At first, Knapp thought he would ask Vogel to do a weekend boot camp for teaching artists involved in Young Playwrights, which mentors 1,700 school-age children in Philadelphia and its Pennsylvania suburbs, some as young as 8.
Then the camp expanded to include some of the organization’s leading high school playwrights, and a larger group of professionals.
Knapp found support from the Pew Trusts-driven Philadelphia Theatre Initiative, which has helped boost the region’s professional theater community into a minor local industry, and from the University of the Arts, where he’s an adjunct faculty member. The camp took over the university’s Arts Bank theater, at Broad and South Streets, last weekend.
On Saturday morning, Vogel moved around and through the circle of participants in constant motion, an animated fireplug of a woman, dressed in black, with a shag of white hair and a clear voice that both invited and commanded attention.
She attributed much of what she said to others - the theater philosopher Bert O. States, her own teachers, playwrights here and abroad. She built on a basic premise - that individual voices can make the everyday seem strange and the unreal real. “I’m going to throw out little things to stretch our muscles,” she said, and then she did, with points that invited comment or provoked thought.
Then came the first exercise: Write a page of a play that would be impossible to stage.
Participants sat on folding chairs or sprawled out in corners, computers and legal pads on their laps. After half an hour they (or, full disclosure, we; I was among them) shared a few of these.
What about depicting total destruction? What about a play that repeats itself endlessly?

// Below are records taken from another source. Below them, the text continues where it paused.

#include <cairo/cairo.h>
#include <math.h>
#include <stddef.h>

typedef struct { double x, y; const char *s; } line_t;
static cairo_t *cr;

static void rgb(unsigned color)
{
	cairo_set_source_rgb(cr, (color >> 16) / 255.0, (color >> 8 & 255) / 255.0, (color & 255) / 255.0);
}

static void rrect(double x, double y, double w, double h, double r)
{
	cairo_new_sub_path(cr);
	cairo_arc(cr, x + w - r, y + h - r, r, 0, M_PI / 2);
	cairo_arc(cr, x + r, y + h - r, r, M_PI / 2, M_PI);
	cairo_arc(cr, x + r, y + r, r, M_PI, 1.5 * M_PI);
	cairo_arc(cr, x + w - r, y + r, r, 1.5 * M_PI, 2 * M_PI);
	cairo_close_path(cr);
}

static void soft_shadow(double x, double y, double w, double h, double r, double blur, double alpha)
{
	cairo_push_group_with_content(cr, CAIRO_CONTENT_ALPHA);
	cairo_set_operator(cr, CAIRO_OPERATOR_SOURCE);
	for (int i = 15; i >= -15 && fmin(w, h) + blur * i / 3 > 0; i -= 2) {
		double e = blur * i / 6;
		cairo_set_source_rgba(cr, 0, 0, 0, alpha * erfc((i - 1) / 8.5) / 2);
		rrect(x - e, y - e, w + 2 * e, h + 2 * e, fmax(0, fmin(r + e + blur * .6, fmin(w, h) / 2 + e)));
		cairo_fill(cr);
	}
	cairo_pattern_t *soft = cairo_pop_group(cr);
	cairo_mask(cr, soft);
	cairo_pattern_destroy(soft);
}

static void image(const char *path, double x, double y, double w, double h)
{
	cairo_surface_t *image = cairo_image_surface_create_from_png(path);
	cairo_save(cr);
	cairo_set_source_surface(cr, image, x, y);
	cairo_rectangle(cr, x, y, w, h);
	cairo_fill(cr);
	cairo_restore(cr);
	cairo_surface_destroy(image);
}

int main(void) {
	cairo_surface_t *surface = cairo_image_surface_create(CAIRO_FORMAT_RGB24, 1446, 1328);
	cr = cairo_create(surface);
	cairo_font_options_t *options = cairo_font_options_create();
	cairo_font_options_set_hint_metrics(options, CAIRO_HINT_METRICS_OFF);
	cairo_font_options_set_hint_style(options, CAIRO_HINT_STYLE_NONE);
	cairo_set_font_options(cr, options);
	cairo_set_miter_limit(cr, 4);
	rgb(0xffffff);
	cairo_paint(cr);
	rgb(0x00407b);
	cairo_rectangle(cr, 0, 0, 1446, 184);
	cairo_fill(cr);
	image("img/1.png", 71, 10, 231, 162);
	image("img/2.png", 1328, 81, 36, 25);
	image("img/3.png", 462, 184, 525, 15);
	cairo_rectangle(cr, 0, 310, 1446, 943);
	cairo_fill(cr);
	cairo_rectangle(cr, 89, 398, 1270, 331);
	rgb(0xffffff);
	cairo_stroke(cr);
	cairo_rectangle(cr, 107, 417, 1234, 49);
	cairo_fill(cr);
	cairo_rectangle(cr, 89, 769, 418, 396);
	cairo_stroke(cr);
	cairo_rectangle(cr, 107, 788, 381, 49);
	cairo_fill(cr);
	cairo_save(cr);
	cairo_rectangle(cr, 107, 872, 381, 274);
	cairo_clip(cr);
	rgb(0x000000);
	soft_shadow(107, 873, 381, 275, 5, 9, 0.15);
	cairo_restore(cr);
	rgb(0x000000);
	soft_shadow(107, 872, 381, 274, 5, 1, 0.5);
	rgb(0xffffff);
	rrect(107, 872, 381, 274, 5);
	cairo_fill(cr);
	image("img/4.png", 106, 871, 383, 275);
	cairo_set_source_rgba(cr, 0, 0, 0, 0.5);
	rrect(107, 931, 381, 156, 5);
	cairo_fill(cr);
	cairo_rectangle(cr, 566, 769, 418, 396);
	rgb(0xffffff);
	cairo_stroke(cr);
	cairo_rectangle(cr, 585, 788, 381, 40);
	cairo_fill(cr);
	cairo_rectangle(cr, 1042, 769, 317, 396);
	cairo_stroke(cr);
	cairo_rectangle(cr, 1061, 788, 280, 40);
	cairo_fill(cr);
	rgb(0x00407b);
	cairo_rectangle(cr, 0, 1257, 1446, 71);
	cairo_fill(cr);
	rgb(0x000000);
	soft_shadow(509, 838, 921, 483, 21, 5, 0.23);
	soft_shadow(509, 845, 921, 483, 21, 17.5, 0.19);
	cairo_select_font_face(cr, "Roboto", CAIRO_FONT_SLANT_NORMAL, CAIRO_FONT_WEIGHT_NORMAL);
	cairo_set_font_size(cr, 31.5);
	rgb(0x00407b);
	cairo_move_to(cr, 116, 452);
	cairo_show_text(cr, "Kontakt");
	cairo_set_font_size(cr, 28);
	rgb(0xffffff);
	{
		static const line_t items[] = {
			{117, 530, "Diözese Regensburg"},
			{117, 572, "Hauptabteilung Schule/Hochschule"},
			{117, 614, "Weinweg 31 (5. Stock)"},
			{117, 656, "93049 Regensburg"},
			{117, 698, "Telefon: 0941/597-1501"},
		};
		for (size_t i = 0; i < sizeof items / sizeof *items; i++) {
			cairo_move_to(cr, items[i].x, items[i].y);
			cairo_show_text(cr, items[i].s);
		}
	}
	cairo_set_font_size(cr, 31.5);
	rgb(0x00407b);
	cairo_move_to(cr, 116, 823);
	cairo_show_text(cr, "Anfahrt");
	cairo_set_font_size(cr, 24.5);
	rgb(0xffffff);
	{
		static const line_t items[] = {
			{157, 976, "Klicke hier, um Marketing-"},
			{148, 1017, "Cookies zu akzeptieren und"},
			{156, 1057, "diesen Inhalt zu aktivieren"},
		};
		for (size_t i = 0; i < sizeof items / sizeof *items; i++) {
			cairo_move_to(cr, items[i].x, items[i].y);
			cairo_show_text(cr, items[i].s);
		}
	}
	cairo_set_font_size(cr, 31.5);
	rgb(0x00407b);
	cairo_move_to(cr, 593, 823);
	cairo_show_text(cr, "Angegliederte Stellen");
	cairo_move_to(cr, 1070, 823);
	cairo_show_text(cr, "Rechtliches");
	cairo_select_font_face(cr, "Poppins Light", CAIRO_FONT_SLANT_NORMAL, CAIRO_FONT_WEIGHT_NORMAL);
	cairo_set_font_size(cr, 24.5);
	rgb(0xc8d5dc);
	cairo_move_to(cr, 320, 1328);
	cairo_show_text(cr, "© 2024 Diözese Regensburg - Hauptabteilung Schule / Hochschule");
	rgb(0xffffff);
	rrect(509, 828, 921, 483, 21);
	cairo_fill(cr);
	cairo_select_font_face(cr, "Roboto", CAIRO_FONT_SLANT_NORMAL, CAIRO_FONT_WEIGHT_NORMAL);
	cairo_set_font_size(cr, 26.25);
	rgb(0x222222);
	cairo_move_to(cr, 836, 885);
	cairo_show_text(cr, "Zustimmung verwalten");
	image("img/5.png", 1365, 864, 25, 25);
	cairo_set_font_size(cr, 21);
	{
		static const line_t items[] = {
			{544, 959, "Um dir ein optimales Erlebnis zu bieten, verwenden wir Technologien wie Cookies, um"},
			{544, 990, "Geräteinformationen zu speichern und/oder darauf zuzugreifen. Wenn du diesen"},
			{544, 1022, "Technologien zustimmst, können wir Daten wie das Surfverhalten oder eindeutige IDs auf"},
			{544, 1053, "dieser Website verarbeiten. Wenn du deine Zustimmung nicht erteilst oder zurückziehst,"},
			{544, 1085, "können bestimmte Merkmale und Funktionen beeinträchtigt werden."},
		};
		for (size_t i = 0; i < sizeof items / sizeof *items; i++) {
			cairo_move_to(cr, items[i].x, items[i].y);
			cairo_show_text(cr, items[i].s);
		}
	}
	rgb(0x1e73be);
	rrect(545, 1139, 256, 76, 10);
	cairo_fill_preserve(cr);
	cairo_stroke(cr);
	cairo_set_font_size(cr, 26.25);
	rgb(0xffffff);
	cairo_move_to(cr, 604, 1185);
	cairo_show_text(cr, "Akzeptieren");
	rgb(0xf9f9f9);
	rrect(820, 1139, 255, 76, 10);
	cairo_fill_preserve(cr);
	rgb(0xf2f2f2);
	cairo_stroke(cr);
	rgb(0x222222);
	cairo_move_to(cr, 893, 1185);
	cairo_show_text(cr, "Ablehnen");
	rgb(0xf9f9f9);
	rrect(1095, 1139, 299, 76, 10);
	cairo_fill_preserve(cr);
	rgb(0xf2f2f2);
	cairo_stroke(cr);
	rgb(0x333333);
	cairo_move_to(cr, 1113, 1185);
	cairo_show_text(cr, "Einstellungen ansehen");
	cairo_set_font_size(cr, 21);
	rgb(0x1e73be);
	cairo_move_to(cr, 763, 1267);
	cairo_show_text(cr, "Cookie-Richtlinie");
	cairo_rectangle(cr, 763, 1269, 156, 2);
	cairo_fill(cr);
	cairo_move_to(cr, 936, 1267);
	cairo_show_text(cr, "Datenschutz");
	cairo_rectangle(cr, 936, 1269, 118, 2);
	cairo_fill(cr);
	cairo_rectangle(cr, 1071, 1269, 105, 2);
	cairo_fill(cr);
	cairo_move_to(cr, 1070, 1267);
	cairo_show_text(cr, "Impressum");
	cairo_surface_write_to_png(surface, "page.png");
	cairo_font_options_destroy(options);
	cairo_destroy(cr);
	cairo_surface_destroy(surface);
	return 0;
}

The pieces made people think about - and discuss - whether there is anything, in fact, that defies staging.
Working lunch: Write a monologue that conveys many particulars about the person speaking, without their actually being said. The group shared some of these and attempted to describe the characters (body language, dress, age), an exercise that explored not just the writing, but the perceptions people bring to the theater when they watch a play.
The afternoon brought some theater theory beginning with Aristotle, and a discussion of the factor of time in storytelling.
Then - shock: homework!
Use an obituary from a recent Inquirer or a description of a person wanted by the FBI as a springboard for a short play. Choose a fairy tale and tell it as a play. Go to a South Street site (she assigned them), do some basic reporting, and write a five-page play set in the place using three elements you find there.
The room itself seemed to breathe easier when Vogel said the assignments could be combined.
Sunday morning, the South Street tour, which was held so all would know what had inspired the overnight plays, began with some of the notable theater artists among those pointing out the curiosities: playwright Michael Hollinger; choreographer-actress-playwright Karen Getz; director-writer David Bradley; Kathryn Petersen, who writes People’s Light & Theatre’s popular pantos; artistic directors Blanka Zizka (the Wilma Theater) and Jennifer Childs (1812 Productions); actor-playwright James Ijames; and actor-director Pete Pryor.
Then came three hours of the playlets, with everyone assembled on the Arts Bank stage.
The pizzeria at 12th and South became a place for an acrimonious discussion that slowed, then stopped, as a corner trafic light turned yellow, then red. The alley attracted a solicitation, but one only hinted at. The occult shop’s array of objects now included a mysterious woman in a bathtub. At the playground, three mutts wondered at human stupidity. Grandma ran the Caribbean restaurant, and a mysterious man - maybe the Big Bad Wolf - lived upstairs.
Student playwrights called on professional actors to come read - and vice versa. No two plays were alike. The mood in the theater was triumphant. Paula Vogel had trouble saying goodbye.